**Task requirements**
Count every line in the records below that contains the string "Fossard". Report that number alone.

Stored items
= = = = =
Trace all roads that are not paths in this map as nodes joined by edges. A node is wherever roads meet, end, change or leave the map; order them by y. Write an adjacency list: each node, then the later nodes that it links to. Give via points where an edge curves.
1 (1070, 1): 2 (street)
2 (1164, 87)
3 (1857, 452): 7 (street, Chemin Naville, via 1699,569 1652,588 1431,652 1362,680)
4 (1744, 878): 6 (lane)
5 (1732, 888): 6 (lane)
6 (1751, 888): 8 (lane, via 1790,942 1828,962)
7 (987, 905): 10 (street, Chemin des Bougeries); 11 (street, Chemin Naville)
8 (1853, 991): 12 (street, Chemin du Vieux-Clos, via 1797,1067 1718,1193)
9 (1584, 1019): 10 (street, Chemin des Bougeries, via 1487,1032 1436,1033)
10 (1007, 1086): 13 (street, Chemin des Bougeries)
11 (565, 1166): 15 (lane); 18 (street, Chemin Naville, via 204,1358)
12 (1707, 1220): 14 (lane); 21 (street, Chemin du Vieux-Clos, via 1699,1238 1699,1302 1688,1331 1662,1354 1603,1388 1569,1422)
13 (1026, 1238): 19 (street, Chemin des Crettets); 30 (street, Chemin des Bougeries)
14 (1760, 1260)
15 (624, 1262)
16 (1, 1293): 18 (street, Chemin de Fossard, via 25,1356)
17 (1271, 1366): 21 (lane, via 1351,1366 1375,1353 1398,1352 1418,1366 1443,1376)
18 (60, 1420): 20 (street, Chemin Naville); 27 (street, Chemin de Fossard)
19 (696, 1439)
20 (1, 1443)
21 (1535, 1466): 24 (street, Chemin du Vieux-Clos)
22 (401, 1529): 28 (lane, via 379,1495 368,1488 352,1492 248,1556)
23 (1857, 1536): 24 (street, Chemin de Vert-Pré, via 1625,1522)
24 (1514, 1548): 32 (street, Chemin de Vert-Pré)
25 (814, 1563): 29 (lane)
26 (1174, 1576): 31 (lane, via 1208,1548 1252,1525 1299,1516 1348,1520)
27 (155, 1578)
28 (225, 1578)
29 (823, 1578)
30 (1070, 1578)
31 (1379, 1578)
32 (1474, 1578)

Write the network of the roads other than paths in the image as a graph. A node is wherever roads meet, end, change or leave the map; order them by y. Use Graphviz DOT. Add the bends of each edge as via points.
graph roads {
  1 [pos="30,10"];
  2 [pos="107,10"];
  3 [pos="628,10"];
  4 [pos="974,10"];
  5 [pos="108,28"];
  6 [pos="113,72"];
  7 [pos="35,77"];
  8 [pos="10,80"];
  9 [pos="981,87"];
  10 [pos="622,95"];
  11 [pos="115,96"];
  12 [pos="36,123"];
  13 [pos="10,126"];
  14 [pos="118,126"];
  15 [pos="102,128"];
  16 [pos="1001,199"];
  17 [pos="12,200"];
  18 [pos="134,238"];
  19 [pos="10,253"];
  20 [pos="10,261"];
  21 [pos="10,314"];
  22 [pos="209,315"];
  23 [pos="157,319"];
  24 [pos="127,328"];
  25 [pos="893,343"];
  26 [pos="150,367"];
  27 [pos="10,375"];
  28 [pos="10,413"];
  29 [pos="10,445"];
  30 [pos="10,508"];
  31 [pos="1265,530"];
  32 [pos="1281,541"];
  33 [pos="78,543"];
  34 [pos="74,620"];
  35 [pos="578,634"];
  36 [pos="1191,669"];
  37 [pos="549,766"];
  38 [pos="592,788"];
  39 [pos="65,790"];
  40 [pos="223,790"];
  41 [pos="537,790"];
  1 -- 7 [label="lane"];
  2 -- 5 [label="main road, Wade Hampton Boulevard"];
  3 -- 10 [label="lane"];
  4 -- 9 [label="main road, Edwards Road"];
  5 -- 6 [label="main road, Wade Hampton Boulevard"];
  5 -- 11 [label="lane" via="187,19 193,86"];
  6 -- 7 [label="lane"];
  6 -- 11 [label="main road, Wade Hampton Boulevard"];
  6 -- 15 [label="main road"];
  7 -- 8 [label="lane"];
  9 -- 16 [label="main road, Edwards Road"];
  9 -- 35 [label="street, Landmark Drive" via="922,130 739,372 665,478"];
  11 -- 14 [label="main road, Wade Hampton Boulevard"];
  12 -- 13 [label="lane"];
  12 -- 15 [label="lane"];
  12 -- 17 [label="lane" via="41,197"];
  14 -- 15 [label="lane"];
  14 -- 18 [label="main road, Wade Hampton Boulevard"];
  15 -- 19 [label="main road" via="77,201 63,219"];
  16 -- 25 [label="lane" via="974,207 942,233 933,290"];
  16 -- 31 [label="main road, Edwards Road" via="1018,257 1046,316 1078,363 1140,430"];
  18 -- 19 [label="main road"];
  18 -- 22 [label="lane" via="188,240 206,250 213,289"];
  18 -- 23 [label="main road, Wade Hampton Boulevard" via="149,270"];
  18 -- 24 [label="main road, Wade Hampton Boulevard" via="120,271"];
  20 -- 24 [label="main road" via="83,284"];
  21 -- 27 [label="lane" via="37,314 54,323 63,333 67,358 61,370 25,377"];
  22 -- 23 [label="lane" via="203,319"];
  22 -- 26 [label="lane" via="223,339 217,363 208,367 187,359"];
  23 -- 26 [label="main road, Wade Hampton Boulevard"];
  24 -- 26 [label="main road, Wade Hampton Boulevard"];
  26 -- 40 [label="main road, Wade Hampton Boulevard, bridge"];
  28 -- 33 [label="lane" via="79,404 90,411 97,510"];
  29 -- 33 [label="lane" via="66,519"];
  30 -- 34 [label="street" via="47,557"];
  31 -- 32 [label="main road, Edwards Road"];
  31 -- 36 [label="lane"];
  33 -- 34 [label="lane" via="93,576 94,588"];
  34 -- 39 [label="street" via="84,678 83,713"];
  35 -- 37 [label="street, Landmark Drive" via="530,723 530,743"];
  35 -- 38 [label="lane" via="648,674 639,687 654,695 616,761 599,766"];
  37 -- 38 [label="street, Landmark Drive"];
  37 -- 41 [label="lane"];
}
= = = = =
**Reply**
2